On a Packer third down incomple in the first half, the refs flagged the Giants for illegal contact, a phantom call.  On the previous Giants possession (three incomplete passes) Giants receivers were looking for flags for the same infraction, none were thrown.  I didn't have a problem with the non-calls as there was no blatant pass interference.  Were the Packer defenders a hair early?  Maybe, maybe not, but they did nothing that merited a flag.  The problem occurs when the Giant defender is flagged for doing the same thing.  That penalty turned an incomplete third down pass into a first down for Green Bay which led to a field goal.

In the third quarter, the Packers were stopped on a third down play.  After the play, a flag is thrown against Sam Madison for a personal foul.  The drive is extended and the Packers score a touchdown.  Madison and a Packer were going at each other much in the same way Plaxico Burress and Al Harris were.  No flags were thrown against Harris for shoving and head butting Burress.

On a Giants third down with 3:30 remaining in the fourth quarter, KGB was clearly offsides as he got to Manning a split second after the ball did from his end spot.  No call.

Now I know Packers fans were booing the officiating too, but the Packer penalties were obvious.  Al Harris' interception that was overturned when he got flagged for holding was obvious.  He grabbed Burress, threw him to the ground and that's why he was in a position to intercept that pass.
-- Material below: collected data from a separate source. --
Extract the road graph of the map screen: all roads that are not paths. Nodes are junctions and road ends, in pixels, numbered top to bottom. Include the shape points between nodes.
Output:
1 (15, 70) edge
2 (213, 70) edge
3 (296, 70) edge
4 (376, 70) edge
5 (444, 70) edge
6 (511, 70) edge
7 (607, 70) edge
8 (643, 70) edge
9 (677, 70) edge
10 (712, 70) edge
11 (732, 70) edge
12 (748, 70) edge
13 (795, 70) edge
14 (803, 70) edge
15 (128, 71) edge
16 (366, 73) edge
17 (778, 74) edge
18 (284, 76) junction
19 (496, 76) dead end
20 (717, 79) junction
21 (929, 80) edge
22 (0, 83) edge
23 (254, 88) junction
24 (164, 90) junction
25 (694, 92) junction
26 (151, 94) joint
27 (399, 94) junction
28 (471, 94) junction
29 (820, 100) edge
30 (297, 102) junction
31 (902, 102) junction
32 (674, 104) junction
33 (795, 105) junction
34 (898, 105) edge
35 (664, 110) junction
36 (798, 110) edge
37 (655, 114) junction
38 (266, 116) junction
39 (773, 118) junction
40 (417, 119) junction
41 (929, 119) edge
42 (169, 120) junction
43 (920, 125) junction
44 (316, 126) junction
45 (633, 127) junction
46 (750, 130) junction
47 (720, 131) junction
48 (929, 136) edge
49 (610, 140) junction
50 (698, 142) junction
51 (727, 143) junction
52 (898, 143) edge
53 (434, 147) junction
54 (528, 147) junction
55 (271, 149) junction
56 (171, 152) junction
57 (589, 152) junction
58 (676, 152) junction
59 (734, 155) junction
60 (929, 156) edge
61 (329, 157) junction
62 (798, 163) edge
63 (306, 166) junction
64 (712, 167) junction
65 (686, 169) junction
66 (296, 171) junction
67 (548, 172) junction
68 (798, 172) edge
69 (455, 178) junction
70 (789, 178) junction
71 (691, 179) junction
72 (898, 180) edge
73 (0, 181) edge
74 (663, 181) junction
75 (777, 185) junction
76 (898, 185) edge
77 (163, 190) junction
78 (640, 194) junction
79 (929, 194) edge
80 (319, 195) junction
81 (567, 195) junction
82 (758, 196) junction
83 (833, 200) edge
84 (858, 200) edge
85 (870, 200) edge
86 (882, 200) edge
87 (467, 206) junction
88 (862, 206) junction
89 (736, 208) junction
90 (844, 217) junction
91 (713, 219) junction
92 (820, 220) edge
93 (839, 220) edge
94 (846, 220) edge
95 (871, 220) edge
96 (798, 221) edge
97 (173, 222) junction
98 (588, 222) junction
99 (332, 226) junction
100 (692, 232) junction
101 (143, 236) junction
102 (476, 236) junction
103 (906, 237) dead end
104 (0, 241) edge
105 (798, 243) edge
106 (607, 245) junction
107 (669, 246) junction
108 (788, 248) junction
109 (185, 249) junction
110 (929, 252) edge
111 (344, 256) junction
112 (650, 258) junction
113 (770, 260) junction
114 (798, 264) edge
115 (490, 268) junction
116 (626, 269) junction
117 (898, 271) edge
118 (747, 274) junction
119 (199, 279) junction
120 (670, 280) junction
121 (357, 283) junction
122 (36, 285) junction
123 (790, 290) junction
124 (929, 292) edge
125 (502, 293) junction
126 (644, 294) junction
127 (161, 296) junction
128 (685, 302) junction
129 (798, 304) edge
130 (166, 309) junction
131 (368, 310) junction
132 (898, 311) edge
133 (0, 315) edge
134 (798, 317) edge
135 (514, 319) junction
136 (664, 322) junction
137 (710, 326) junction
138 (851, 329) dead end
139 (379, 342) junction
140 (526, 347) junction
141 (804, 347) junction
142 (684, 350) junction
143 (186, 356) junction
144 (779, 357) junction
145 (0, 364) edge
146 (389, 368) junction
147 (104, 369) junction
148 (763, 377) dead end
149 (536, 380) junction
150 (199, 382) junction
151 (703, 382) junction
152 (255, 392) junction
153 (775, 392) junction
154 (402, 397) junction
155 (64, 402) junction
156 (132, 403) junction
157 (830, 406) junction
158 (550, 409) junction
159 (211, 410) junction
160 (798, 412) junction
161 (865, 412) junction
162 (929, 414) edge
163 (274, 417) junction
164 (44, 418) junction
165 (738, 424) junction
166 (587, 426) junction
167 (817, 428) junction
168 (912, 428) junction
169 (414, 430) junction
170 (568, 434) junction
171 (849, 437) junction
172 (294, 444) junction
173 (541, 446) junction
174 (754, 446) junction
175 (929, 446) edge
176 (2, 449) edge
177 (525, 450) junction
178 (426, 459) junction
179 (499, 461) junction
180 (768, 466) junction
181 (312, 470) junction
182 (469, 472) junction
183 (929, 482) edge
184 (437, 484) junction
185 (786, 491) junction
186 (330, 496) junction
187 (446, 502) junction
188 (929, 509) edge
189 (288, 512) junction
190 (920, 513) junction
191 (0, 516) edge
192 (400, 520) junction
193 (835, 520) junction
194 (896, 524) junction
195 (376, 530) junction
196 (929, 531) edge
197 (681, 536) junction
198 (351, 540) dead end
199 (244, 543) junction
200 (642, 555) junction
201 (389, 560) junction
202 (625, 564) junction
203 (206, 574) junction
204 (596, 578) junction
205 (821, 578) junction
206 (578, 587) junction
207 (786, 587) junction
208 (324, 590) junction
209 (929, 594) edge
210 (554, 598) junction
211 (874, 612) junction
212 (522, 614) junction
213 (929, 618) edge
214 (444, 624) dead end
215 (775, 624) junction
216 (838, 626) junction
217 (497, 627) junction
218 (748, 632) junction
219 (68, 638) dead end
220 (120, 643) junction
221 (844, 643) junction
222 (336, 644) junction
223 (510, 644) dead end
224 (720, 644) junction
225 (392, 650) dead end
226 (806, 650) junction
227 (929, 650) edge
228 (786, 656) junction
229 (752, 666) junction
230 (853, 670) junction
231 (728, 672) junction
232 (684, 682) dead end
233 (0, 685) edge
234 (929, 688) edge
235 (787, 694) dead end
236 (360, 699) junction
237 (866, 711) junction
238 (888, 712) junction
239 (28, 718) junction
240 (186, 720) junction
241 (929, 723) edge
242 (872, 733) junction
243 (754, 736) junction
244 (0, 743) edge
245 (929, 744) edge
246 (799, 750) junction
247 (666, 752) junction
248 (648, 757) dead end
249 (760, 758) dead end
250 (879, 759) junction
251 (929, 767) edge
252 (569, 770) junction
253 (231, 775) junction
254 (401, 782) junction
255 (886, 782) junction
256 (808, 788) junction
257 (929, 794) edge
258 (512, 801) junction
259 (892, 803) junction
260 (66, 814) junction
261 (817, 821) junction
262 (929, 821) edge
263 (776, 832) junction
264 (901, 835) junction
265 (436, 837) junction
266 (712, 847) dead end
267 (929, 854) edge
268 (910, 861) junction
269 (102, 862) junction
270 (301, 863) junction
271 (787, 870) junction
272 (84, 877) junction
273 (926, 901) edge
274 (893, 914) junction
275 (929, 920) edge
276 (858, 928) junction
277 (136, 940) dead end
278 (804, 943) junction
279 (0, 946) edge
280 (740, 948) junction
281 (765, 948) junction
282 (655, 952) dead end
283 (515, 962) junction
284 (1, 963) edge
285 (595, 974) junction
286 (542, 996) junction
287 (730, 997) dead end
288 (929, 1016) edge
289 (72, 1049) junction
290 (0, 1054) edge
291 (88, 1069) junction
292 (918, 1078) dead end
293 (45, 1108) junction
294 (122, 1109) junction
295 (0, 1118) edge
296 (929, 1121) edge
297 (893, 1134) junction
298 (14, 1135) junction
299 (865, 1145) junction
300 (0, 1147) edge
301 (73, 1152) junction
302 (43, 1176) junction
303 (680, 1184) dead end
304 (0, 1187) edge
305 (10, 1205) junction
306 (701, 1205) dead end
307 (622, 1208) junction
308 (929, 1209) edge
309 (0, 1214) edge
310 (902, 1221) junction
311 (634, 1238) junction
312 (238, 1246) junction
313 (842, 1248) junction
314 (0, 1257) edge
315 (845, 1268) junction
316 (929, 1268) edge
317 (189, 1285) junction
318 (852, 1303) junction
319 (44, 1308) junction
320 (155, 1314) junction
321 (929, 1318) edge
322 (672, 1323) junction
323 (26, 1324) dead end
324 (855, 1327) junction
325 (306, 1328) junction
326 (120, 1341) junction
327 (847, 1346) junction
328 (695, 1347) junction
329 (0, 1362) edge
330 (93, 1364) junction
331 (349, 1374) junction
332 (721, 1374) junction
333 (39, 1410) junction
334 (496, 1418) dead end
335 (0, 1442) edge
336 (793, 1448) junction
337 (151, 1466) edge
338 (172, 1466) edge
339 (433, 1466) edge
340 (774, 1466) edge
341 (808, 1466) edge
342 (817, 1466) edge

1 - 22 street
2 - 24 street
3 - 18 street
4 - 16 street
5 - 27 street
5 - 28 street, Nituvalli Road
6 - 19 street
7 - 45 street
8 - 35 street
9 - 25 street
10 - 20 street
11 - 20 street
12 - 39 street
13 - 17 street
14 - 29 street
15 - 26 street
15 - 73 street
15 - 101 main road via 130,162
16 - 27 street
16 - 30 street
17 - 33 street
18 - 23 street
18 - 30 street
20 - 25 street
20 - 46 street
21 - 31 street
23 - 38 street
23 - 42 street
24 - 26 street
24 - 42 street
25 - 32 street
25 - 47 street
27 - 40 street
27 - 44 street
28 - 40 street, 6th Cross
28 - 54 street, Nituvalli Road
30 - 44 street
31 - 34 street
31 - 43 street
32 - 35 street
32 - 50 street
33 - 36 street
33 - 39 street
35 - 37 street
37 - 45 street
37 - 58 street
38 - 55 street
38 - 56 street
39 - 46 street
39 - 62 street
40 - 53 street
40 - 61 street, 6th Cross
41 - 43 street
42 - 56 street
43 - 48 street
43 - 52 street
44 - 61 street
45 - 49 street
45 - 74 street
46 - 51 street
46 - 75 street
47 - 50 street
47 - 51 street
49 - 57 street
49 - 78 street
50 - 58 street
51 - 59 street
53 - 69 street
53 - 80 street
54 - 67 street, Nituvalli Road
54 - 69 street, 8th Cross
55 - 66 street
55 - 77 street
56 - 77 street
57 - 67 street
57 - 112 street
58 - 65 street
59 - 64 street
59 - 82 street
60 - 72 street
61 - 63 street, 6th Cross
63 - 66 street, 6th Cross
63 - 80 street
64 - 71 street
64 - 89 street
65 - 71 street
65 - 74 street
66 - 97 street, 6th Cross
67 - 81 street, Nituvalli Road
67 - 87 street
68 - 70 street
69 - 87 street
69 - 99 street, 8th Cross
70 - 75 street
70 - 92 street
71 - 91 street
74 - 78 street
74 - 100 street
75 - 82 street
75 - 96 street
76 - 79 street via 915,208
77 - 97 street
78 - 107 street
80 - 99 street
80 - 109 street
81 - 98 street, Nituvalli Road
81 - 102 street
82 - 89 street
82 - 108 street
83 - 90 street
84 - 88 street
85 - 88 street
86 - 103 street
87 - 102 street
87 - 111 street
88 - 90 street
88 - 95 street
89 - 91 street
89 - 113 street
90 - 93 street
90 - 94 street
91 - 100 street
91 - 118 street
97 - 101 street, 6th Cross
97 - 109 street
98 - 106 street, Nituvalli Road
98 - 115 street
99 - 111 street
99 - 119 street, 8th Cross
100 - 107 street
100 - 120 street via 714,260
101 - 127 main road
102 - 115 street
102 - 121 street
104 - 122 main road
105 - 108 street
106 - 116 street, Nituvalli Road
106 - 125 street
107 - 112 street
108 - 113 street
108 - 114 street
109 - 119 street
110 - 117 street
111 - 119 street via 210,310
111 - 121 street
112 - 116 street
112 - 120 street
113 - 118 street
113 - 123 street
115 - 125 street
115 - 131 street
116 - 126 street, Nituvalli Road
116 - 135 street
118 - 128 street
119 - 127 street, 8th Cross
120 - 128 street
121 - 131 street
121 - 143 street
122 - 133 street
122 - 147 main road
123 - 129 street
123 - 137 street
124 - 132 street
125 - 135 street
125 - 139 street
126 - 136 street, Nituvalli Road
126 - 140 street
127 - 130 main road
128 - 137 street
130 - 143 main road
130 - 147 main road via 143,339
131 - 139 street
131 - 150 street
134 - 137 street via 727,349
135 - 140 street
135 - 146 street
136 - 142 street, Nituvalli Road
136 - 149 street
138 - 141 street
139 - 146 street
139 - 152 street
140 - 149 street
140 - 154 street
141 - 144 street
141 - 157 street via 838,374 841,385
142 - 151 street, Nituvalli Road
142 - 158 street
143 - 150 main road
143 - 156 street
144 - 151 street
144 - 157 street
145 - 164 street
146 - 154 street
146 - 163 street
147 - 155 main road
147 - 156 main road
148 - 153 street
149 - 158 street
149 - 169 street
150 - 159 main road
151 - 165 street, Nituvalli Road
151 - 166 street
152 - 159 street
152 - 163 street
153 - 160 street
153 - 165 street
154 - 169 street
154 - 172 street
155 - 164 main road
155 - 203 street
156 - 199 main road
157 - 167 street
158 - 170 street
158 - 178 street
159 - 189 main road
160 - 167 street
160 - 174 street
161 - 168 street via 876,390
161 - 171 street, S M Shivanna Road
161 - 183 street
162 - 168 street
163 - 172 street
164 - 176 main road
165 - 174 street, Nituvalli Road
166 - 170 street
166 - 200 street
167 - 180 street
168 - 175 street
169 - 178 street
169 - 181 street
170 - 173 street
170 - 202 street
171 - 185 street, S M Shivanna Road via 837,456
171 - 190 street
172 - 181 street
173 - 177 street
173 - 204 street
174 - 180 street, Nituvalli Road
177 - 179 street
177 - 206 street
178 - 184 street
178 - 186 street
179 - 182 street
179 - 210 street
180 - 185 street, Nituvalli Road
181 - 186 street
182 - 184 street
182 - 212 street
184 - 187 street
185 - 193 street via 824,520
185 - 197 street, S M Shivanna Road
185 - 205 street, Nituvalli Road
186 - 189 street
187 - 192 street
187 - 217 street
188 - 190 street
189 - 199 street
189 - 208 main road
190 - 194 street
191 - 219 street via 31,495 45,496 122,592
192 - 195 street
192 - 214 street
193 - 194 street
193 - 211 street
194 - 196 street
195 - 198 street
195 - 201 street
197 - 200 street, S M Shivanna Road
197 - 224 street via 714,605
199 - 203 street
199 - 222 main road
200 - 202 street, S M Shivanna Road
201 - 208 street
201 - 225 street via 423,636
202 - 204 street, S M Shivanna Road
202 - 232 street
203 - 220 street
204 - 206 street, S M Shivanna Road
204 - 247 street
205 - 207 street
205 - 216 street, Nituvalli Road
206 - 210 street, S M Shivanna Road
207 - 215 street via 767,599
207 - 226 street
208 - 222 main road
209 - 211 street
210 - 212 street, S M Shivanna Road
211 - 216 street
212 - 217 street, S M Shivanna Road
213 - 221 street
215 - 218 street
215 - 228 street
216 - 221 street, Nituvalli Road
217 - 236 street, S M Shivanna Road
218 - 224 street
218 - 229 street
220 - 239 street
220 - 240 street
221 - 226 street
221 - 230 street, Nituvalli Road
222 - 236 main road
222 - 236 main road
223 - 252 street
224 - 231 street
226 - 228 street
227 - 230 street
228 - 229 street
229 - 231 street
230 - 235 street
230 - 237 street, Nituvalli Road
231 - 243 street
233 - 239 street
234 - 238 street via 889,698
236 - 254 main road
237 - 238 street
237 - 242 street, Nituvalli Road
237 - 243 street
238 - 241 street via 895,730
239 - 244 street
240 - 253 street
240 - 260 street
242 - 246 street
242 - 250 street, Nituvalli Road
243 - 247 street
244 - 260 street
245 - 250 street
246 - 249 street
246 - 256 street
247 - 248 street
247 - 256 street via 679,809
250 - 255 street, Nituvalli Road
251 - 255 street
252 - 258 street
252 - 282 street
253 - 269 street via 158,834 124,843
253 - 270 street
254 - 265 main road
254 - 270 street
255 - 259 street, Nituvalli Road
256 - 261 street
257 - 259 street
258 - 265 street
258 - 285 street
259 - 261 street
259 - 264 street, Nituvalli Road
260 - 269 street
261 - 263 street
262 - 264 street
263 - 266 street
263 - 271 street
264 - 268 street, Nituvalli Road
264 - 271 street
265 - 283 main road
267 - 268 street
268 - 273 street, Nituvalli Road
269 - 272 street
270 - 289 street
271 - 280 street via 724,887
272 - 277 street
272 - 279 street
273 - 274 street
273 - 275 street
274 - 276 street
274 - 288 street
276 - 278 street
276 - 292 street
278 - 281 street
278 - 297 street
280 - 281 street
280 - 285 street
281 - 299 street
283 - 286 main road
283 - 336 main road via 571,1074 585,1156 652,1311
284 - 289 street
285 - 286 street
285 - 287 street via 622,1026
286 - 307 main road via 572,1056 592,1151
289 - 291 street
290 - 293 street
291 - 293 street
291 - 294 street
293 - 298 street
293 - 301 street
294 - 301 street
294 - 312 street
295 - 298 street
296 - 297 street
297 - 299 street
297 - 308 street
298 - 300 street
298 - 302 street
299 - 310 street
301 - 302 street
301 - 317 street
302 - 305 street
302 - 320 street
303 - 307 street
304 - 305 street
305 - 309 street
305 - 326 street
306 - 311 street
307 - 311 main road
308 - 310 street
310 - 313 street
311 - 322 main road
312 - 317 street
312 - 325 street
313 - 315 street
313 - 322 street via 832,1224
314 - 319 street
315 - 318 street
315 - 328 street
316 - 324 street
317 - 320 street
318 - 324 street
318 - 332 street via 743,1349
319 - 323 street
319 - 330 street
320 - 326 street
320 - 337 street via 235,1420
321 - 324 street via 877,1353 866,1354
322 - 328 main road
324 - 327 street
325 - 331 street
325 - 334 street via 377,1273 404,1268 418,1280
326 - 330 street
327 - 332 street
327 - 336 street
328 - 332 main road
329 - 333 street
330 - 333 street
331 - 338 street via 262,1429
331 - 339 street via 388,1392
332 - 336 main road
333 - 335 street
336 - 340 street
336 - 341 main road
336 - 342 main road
The roughing the passer call was also legitimate. The Packer defender rammed Manning well after the Giant quarterback had gotten rid of the ball.

The offsides calls on the Green Bay defensive line at the goal line were all due to the Packer linemen jumping in anticipation of the snap.  Those penalties didn't really hurt the Packers as the Giants already had a first and goal at the one yard line, so what's half the distance going to do?

These plays are fresh in my mind because they happened last night.  But this sort of thing has gone on forever in the NFL and it shouldn't.  The Dallas Cowboys in the 1970's got a ton of calls because they were America's Marketing Department Team.  The Indianapolis Colts get a lot of calls because their quarterback is the posterboy of the league.  Watch a replay of the Colts-Pats regular season game and the Colts-Chargers playoff game and tell me I'm wrong. 

The NBA is a joke league because it has sold out the essence of its sport to marketing.  How many fundamental rules of the game of basketball have been thrown out the window to make the game more exciting?  Is traveling a violation any more?  Just how high can you dribble a basketball and not get a whistle?

The NBA should not be the model or any sport, yet every other sport is sadly following basketball's rush to sell out.  Baseball added a wild card, half of the NHL gets into the playoffs and the league has amended rules to promote scoring and the NFL continually attempts to aid the teams of its most marketable players. 

But the Giants won anyway.  So the NFL Marketing Department can go fuck itself.

I'd also like to thank Trickage, author of the Bolts Blog, whose beloved Chargers fell short in their attempt to end the Patriots perfect season.  I think we are the last two active bloggers of the season like two drunks at the bar at 2AM.  We ain't leaving.  Hell, I just put another dollar in the damn jukebox.